The FBI’s Cleveland division announced the successful dismantling on August 12th. The operation resulted in the takedown of servers and domains crucial to the group’s operations. This included seizing three servers each in the United States and the United Kingdom, along with 18 servers located in Germany. Additionally, authorities seized eight U.S.-based and one German-based domain used by the cybercriminals.
The investigation and joint takedown were conducted in collaboration with the the U.K.’s National Crime Agency, Bamberg Public Prosecutor’s Office, Bavarian State Criminal Police Office (BLKA), and U.S. Attorney’s Office for the Northern District of Ohio.
Rapid Rise, Global Reach of ‘Radar/Dispossessor’
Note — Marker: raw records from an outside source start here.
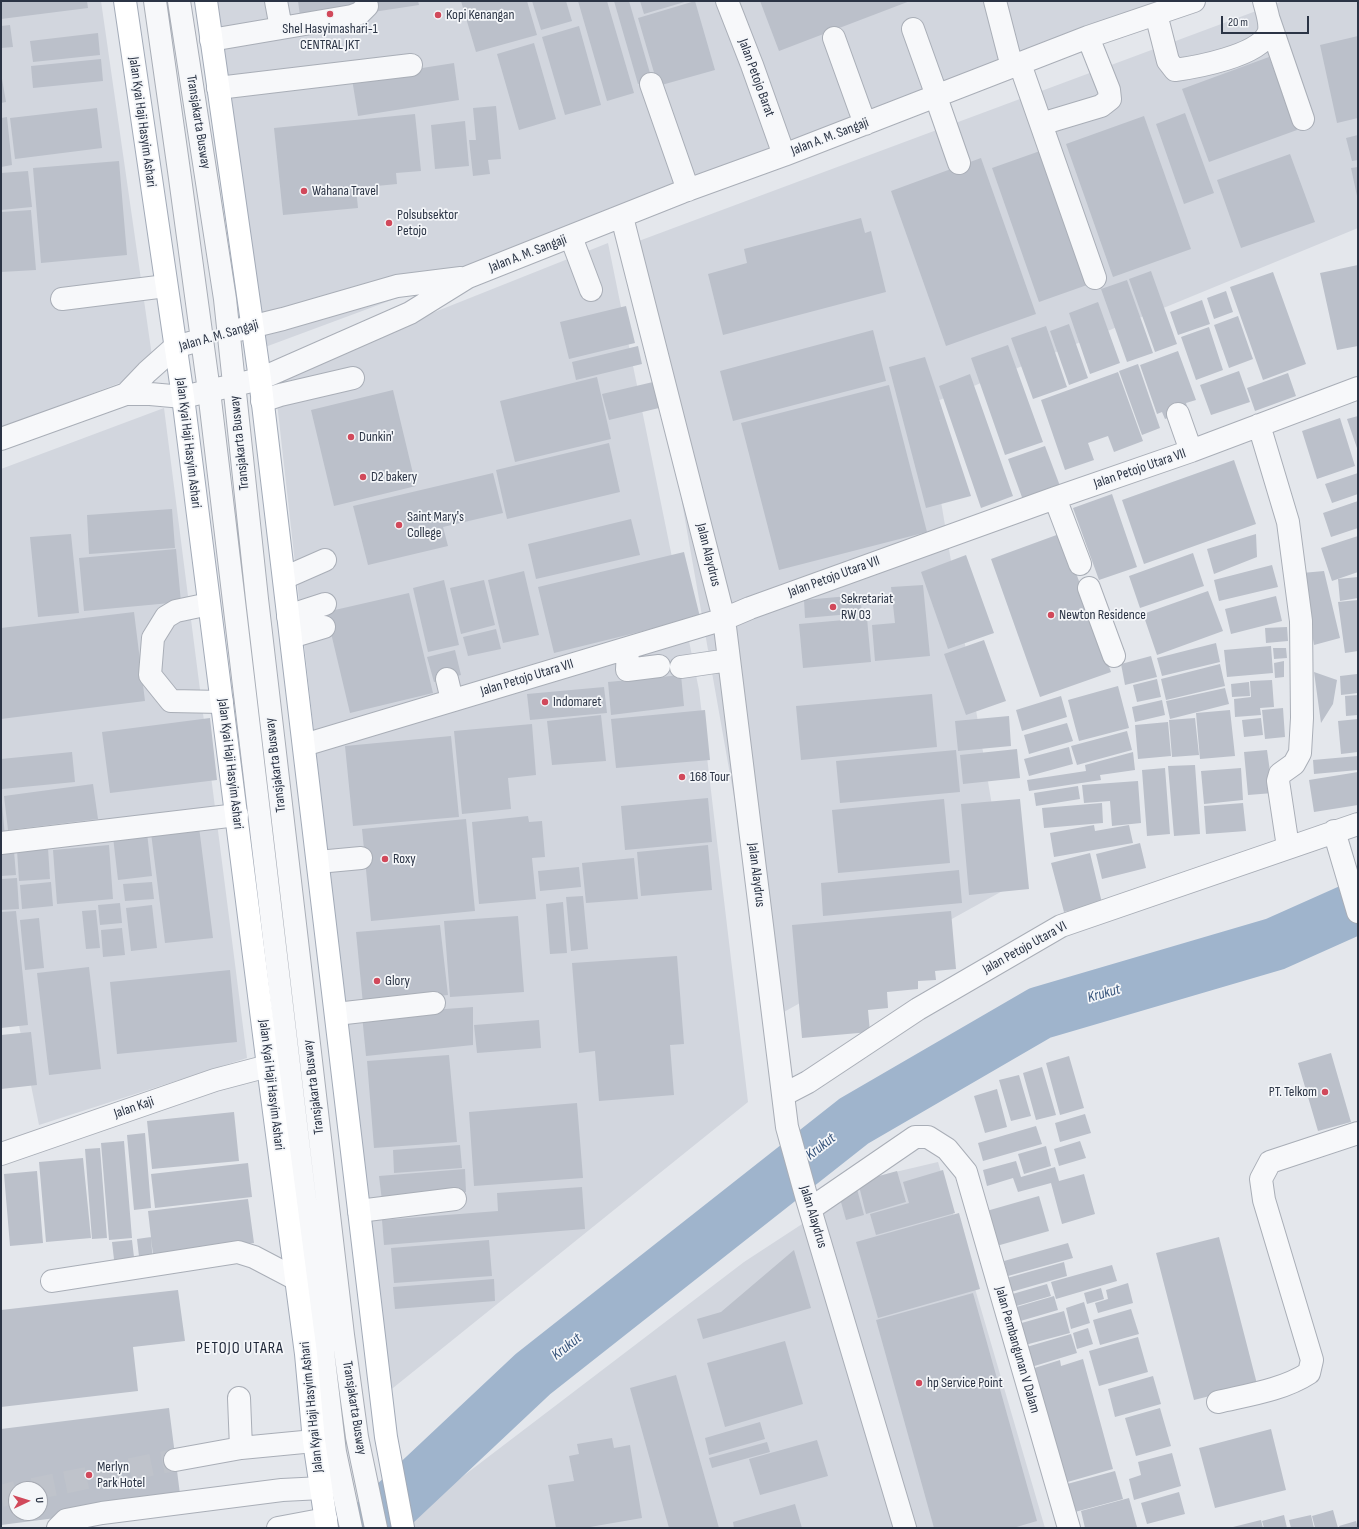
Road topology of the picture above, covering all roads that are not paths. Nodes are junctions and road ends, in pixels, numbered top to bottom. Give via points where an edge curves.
1 (125, 1) edge
2 (154, 1) edge
3 (179, 1) edge
4 (206, 1) edge
5 (276, 1) edge
6 (727, 1) edge
7 (995, 1) edge
8 (1194, 1) edge
9 (367, 6) dead end
10 (1266, 11) edge
11 (1156, 14) junction
12 (281, 28) junction
13 (913, 29) dead end
14 (1088, 37) junction
15 (834, 38) dead end
16 (212, 40) junction
17 (412, 65) dead end
18 (1016, 66) junction
19 (651, 84) dead end
20 (218, 88) junction
21 (937, 96) junction
22 (1303, 119) dead end
23 (865, 124) junction
24 (1041, 124) junction
25 (784, 155) junction
26 (959, 163) dead end
27 (688, 190) junction
28 (622, 217) junction
29 (571, 237) junction
30 (468, 278) junction
31 (1094, 278) dead end
32 (166, 286) junction
33 (591, 290) dead end
34 (62, 298) dead end
35 (252, 327) junction
36 (228, 332) junction
37 (202, 340) junction
38 (175, 347) junction
39 (353, 378) dead end
40 (260, 379) junction
41 (234, 386) junction
42 (1358, 388) edge
43 (209, 391) junction
44 (126, 394) junction
45 (183, 397) junction
46 (262, 401) junction
47 (1178, 414) dead end
48 (1260, 425) junction
49 (1, 439) edge
50 (1191, 451) junction
51 (1055, 498) junction
52 (325, 560) dead end
53 (1080, 564) dead end
54 (284, 578) junction
55 (1089, 588) dead end
56 (209, 604) junction
57 (325, 604) dead end
58 (724, 619) junction
59 (290, 626) junction
60 (324, 627) dead end
61 (628, 648) junction
62 (1114, 656) dead end
63 (729, 660) junction
64 (659, 666) dead end
65 (681, 667) dead end
66 (447, 679) dead end
67 (452, 700) junction
68 (222, 702) junction
69 (304, 745) junction
70 (237, 815) junction
71 (1358, 824) edge
72 (1334, 831) junction
73 (1, 843) edge
74 (1288, 847) junction
75 (361, 858) dead end
76 (318, 862) junction
77 (1358, 912) edge
78 (434, 1003) dead end
79 (336, 1014) junction
80 (268, 1066) junction
81 (783, 1095) junction
82 (1358, 1132) edge
83 (1, 1154) edge
84 (455, 1200) dead end
85 (809, 1204) junction
86 (359, 1211) junction
87 (296, 1279) junction
88 (52, 1280) dead end
89 (239, 1398) dead end
90 (1218, 1402) dead end
91 (314, 1440) junction
92 (241, 1448) junction
93 (175, 1460) tunnel mouth
94 (322, 1488) junction
95 (349, 1523) edge
96 (327, 1524) edge
97 (402, 1526) edge
98 (58, 1528) edge
99 (278, 1528) edge
100 (376, 1528) edge
101 (905, 1528) edge
102 (1069, 1528) edge

1 - 32 main road, Jalan Kyai Haji Hasyim Ashari
2 - 37 street, Transjakarta Busway
3 - 36 street, Transjakarta Busway
4 - 16 main road
5 - 12 street
6 - 25 street, Jalan Petojo Barat
7 - 18 street
8 - 11 street, Jalan A. M. Sangaji
9 - 12 street via 352,16
10 - 11 street via 1268,34 1259,44 1230,58 1194,68 1175,70 1168,61
10 - 22 street
11 - 14 street, Jalan A. M. Sangaji
12 - 16 street
13 - 21 street
14 - 18 street, Jalan A. M. Sangaji
14 - 24 street via 1109,90 1110,99 1101,106
15 - 23 street
16 - 20 main road
17 - 20 street
18 - 21 street, Jalan A. M. Sangaji
18 - 24 street
19 - 27 street
20 - 35 main road
21 - 23 street, Jalan A. M. Sangaji
21 - 26 street
23 - 25 street, Jalan A. M. Sangaji
24 - 31 street
25 - 27 street, Jalan A. M. Sangaji
27 - 28 street, Jalan A. M. Sangaji
28 - 29 street, Jalan A. M. Sangaji
28 - 58 street, Jalan Alaydrus
29 - 30 street, Jalan A. M. Sangaji
29 - 33 street
30 - 35 street, Jalan A. M. Sangaji via 397,286
30 - 40 street, Jalan A. M. Sangaji via 410,313
32 - 34 street
32 - 38 main road, Jalan Kyai Haji Hasyim Ashari
35 - 36 street, Jalan A. M. Sangaji
35 - 40 main road
36 - 37 street, Jalan A. M. Sangaji
36 - 41 street, Transjakarta Busway
37 - 38 street, Jalan A. M. Sangaji
37 - 43 street, Transjakarta Busway
38 - 44 street, Jalan A. M. Sangaji
38 - 45 main road, Jalan Kyai Haji Hasyim Ashari
39 - 46 street
40 - 41 street, Jalan A. M. Sangaji
40 - 46 main road
41 - 43 street, Jalan A. M. Sangaji
41 - 100 street, Transjakarta Busway via 343,1335 357,1436
42 - 48 street, Jalan Petojo Utara VII
43 - 45 street, Jalan A. M. Sangaji
43 - 95 street, Transjakarta Busway via 335,1452
44 - 45 street, Jalan A. M. Sangaji
44 - 49 street, Jalan A. M. Sangaji
45 - 56 main road, Jalan Kyai Haji Hasyim Ashari
46 - 54 main road
47 - 50 street
48 - 50 street, Jalan Petojo Utara VII
48 - 74 street via 1288,522 1301,621 1300,753 1294,764 1280,774 1278,781
50 - 51 street, Jalan Petojo Utara VII
51 - 53 street
51 - 58 street, Jalan Petojo Utara VII
52 - 54 street
54 - 59 main road
55 - 62 street
56 - 68 main road, Jalan Kyai Haji Hasyim Ashari
56 - 68 street via 176,611 166,617 153,638 150,676 171,701
57 - 59 street
58 - 61 street, Jalan Petojo Utara VII
58 - 63 street, Jalan Alaydrus
59 - 60 street
59 - 69 main road
61 - 64 street via 627,670
61 - 67 street, Jalan Petojo Utara VII
63 - 65 street
63 - 81 street, Jalan Alaydrus
66 - 67 street
67 - 69 street, Jalan Petojo Utara VII
68 - 70 main road, Jalan Kyai Haji Hasyim Ashari
69 - 76 main road
70 - 73 street
70 - 80 main road, Jalan Kyai Haji Hasyim Ashari
71 - 72 street, Jalan Petojo Utara VI
72 - 74 street, Jalan Petojo Utara VI
72 - 77 street
74 - 81 street, Jalan Petojo Utara VI via 1061,926 918,1009 808,1082
75 - 76 street
76 - 79 main road
78 - 79 street
79 - 86 main road
80 - 83 street, Jalan Kaji via 215,1080
80 - 87 main road, Jalan Kyai Haji Hasyim Ashari
81 - 85 street, Jalan Alaydrus via 787,1127
82 - 90 street via 1270,1162 1261,1179 1264,1200 1312,1360 1309,1373 1299,1380 1272,1389
84 - 86 street
85 - 101 street, Jalan Alaydrus
85 - 102 street, Jalan Pembangunan V Dalam via 915,1137 928,1137 947,1149 966,1172
86 - 97 main road via 385,1430
87 - 88 street via 254,1257 238,1252
87 - 91 main road, Jalan Kyai Haji Hasyim Ashari
89 - 92 street
91 - 92 street
91 - 94 main road, Jalan Kyai Haji Hasyim Ashari
92 - 93 street
94 - 96 main road, Jalan Kyai Haji Hasyim Ashari
94 - 98 street via 282,1490 102,1513 66,1520
96 - 99 street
Emerging in August 2023, Radar/Dispossessor quickly established itself as a formidable threat. The group employed the now-common “dual-extortion” model, encrypting victim data while simultaneously exfiltrating it for potential public release if ransom demands weren’t met. Their targets spanned various sectors, including production, development, education, healthcare, finance, and transportation. While initial attacks focused on the U.S., the investigation revealed victims in 13 countries, including Argentina, Australia, Belgium, and India.
Preying on Weaknesses
The investigation exposed the group’s tactics. Radar/Dispossessor exploited vulnerabilities in victim systems, targeting weak passwords and a lack of two-factor authentication. Once initial access was established, the attackers escalated privileges to gain complete control over the system. This enabled them to deploy the ransomware for data encryption, rendering critical information inaccessible.
Escalating Pressure
Following the initial data encryption, the cybercriminals adopted a multi-pronged approach to pressure victims into paying. They would proactively contact individuals within the compromised organization, often via email or phone call. These communications included links to platforms showcasing the stolen data, a tactic employed to heighten the sense of urgency and increase the likelihood of ransom payment. To further pressure victims into paying the ransom, they even provided examples of previous victims who broke their rules, researchers at Broadcom said.
The final act of coercion involved publicly announcing the data breach on a dedicated leak site. This announcement included a countdown timer, further pressuring victims to meet the ransom demands before their sensitive information was exposed.
Seeking Information, Offering Support
The FBI is actively seeking further information about Brain and his criminal network. Additionally, they encourage any business or organization that has been targeted by Radar Ransomware – or any other ransomware variant – to report the incident to the Internet Crime Complaint Center (IC3) at ic3.gov or by calling 1-800-CALL-FBI. Anonymity is guaranteed to those who report such crimes.